I must not omit to mention that these popular meetings
were generally held at some noted tavern; these public
edifices possessing what in modern times are thought
the true fountains of political inspiration. The
ancient Germans deliberated upon a matter when drunk,
and reconsidered it when sober. Mob politicians
in modern times dislike to have two minds upon a subject,
so they both deliberate and act when drunk; by this
means a world of delay is spared; and as it is universally
allowed that a man when drunk sees double, it follows
conclusively that he sees twice as well as his sober
neighbors.
CHAPTER VIII.
Wilhelmus Kieft, as has already been observed, was
a great legislator on a small scale, and had a microscopic
eye in public affairs. He had been greatly annoyed
by the facetious meetings of the good people of New
Amsterdam, but observing that on these occasions the
pipe was ever in their mouth, he began to think that
the pipe was at the bottom of the affair, and that
there was some mysterious affinity between politics
and tobacco smoke. Determined to strike at the
root of the evil, he began forthwith to rail at tobacco
as a noxious, nauseous weed, filthy in all its uses;
and as to smoking, he denounced it as a heavy tax upon
the public pocket, a vast consumer of time, a great
encourager of idleness, and a deadly bane to the prosperity
and morals of the people. Finally, he issued
an edict, prohibiting the smoking of tobacco throughout
the New Netherlands. Ill-fated Kieft! Had
he lived in the present age, and attempted to check
the unbounded license of the press, he could not have
struck more sorely upon the sensibilities of the million.

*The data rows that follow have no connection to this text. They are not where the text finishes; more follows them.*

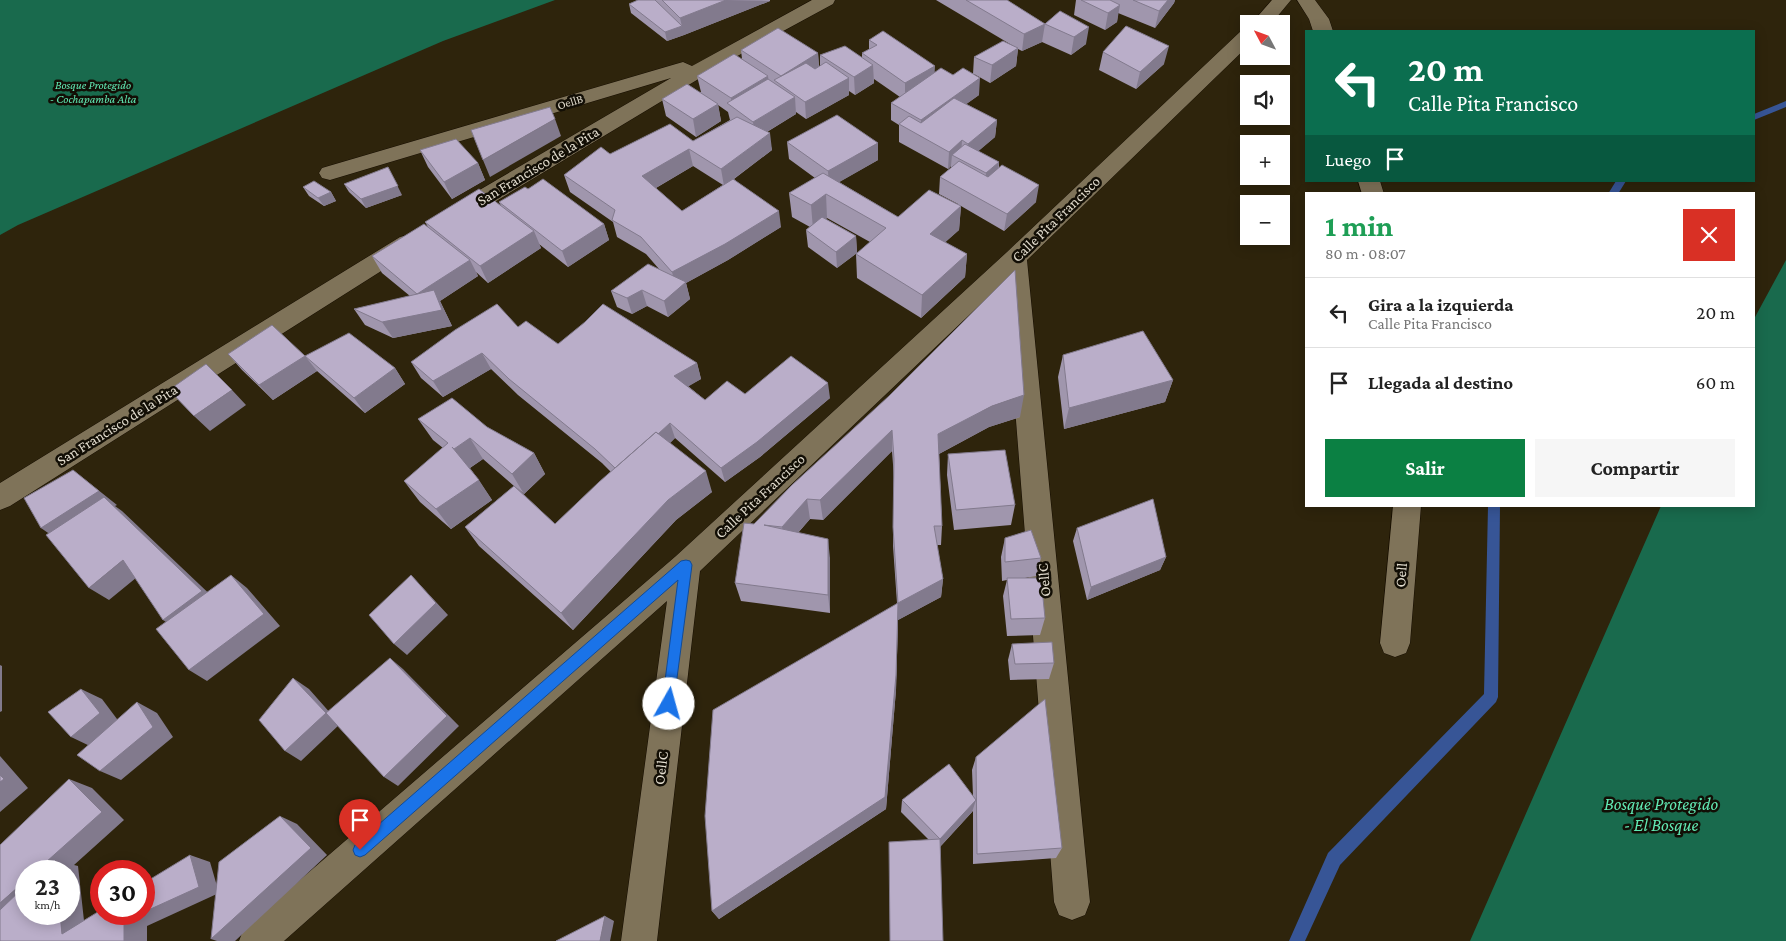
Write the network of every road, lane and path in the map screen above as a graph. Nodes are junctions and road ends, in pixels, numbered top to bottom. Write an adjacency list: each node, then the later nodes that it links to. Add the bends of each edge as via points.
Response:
1 (826, 0): 7 (street, San Francisco de la Pita)
2 (1282, 0): 4 (street)
3 (1306, 0): 5 (street)
4 (1268, 15)
5 (1323, 30)
6 (1240, 43): 9 (street, Calle Pita Francisco)
7 (723, 56): 8 (street, OellB); 10 (street, San Francisco de la Pita, via 429,230)
8 (330, 173)
9 (1015, 258): 12 (street, Calle Pita Francisco); 14 (street, OellC)
10 (0, 498)
11 (1407, 507): 13 (street, Oell)
12 (686, 565): 15 (street, Calle Pita Francisco); 16 (street, OellC)
13 (1396, 643)
14 (1072, 902)
15 (257, 941)
16 (639, 941)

The pipe, in fact, was the great organ of reflection
and deliberation of the New Netherlander. It
was his constant companion and solace—was
he gay, he smoked: was he sad, he smoked; his
pipe was never out of his mouth; it was a part of
his physiognomy; without it, his best friends would
not know him. Take away his pipe? You might
as well take away his nose!
The immediate effect of the edict of William the Testy
was a popular commotion. A vast multitude, armed
with pipes and tobacco-boxes, and an immense supply
of ammunition, sat themselves down before the governor’s
house, and fell to smoking with tremendous violence.
The testy William issued forth like a wrathful spider,
demanding the reason of this lawless fumigation.
The sturdy rioters replied by lolling back in their
seats, and puffing away with redoubled fury, raising
such a murky cloud that the governor was fain to take
refuge in the interior of his castle.